My father suggested I look into it: "Why don't you consider Kalamazoo College?"

"Where is it?" I replied.

Obviously, it was in Kalamazoo somewhere. But where? I had no idea. I did not remember ever driving past it.

"That place out by your former partner's house?" By which, I meant Kalamazoo Valley Community College.

No, my father assured me that there was another school, one that I would find on Westmain Hill. He told me to follow Lovell from downtown Kalamazoo, and I would drive right to it. So, I took the young man I was supervising while his parents were away (we did not call it "babysitting" as he was no baby), and we drove up to Kalamazoo College on Lovell Street. We drove its campus (very short drive), we also walked around a bit, and I felt that feeling, that connection, that vibe, just a glimmer, just a smidgen, an iota, a quantum. But I was intrigued; I was inspired.
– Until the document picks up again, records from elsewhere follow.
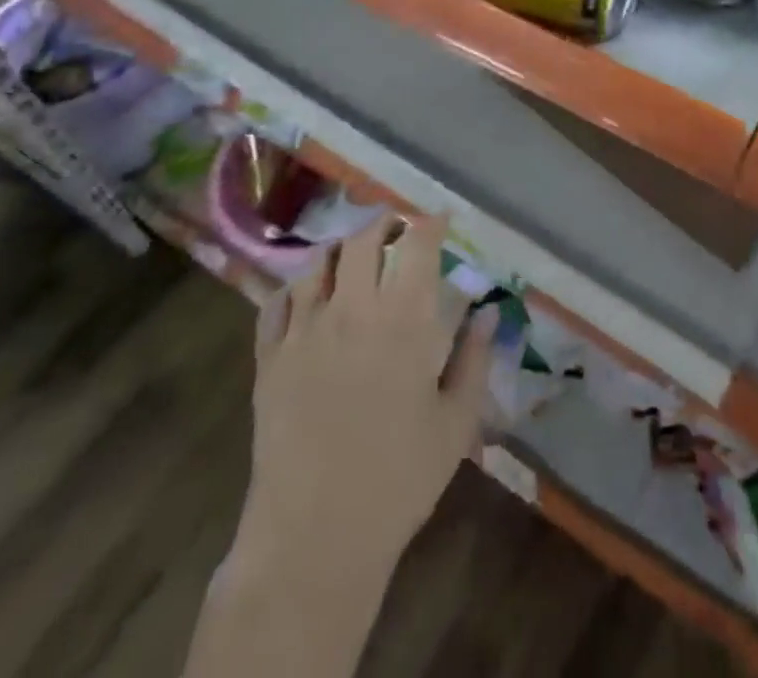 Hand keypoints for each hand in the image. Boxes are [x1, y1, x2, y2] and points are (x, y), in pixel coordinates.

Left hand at [238, 211, 497, 574]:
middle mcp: (352, 311)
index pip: (417, 246)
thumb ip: (474, 358)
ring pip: (317, 263)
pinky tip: (307, 298)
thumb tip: (488, 312)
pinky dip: (296, 288)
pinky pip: (276, 303)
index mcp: (403, 321)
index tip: (442, 220)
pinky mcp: (269, 359)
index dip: (431, 223)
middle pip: (362, 240)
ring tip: (353, 258)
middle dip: (383, 224)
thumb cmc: (398, 479)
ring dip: (340, 250)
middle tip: (397, 231)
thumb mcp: (455, 422)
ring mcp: (304, 332)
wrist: (314, 537) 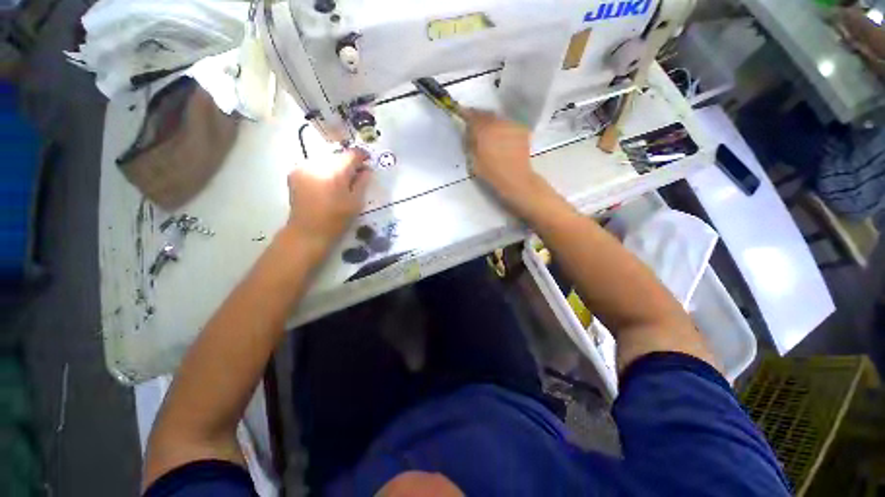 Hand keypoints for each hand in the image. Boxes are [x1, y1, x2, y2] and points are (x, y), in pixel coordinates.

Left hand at [285, 148, 371, 251]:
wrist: (308, 231)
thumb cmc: (336, 219)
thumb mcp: (356, 202)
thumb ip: (362, 182)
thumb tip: (367, 170)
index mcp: (335, 171)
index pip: (351, 154)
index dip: (362, 156)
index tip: (368, 162)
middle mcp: (317, 163)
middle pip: (337, 155)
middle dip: (348, 163)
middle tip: (356, 175)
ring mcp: (303, 167)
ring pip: (325, 159)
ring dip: (335, 166)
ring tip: (340, 181)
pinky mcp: (295, 173)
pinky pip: (314, 165)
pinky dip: (323, 170)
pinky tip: (326, 183)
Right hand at [460, 108, 547, 213]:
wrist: (516, 178)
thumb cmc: (492, 173)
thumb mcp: (474, 160)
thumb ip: (470, 142)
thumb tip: (468, 131)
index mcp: (484, 131)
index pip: (473, 116)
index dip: (467, 114)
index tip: (462, 114)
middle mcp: (498, 123)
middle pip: (486, 114)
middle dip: (480, 117)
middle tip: (476, 124)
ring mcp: (511, 125)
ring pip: (498, 118)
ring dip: (492, 122)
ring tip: (490, 131)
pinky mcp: (522, 129)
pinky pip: (509, 123)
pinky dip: (504, 127)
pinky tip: (503, 136) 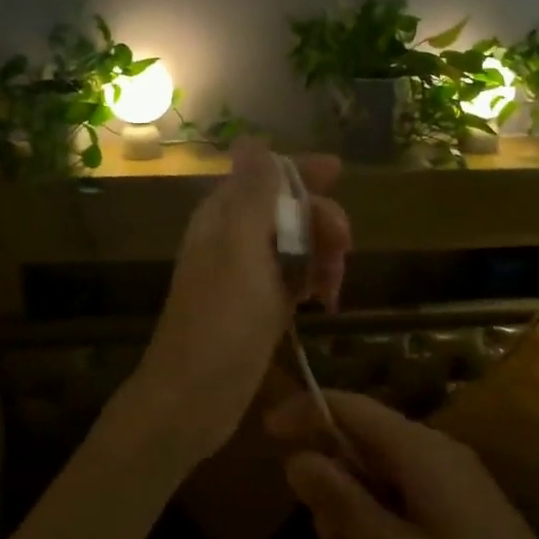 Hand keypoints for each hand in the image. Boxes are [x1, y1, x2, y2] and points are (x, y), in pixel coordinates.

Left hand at [131, 139, 349, 464]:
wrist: (193, 398)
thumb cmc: (219, 320)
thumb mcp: (240, 248)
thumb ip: (251, 194)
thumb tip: (251, 140)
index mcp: (223, 217)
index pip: (265, 176)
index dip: (301, 171)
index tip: (340, 173)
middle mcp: (234, 239)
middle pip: (288, 210)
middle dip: (321, 221)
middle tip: (344, 247)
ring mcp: (247, 275)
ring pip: (297, 246)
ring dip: (323, 255)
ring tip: (336, 286)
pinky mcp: (258, 307)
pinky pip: (295, 279)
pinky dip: (315, 282)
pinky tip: (327, 301)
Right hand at [267, 390, 538, 538]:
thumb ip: (341, 501)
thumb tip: (296, 457)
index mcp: (420, 451)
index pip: (351, 407)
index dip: (306, 411)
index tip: (267, 433)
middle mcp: (435, 449)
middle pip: (362, 443)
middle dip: (332, 484)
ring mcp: (452, 474)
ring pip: (380, 472)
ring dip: (353, 509)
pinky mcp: (461, 501)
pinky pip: (404, 491)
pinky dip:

I also tried to go back the way I came in the car, since I did not know my way around being a new driver at the time, back Lovell to downtown Kalamazoo, not realizing that Lovell was a one way street until young master Jon and I faced an on rush of coming traffic.

I don't know what it is, how to describe it, but there is something special about Kalamazoo College as a place as well as an idea.

How is that for an "essay" that is shorter than the introduction that preceded it? Such is the way of this blog.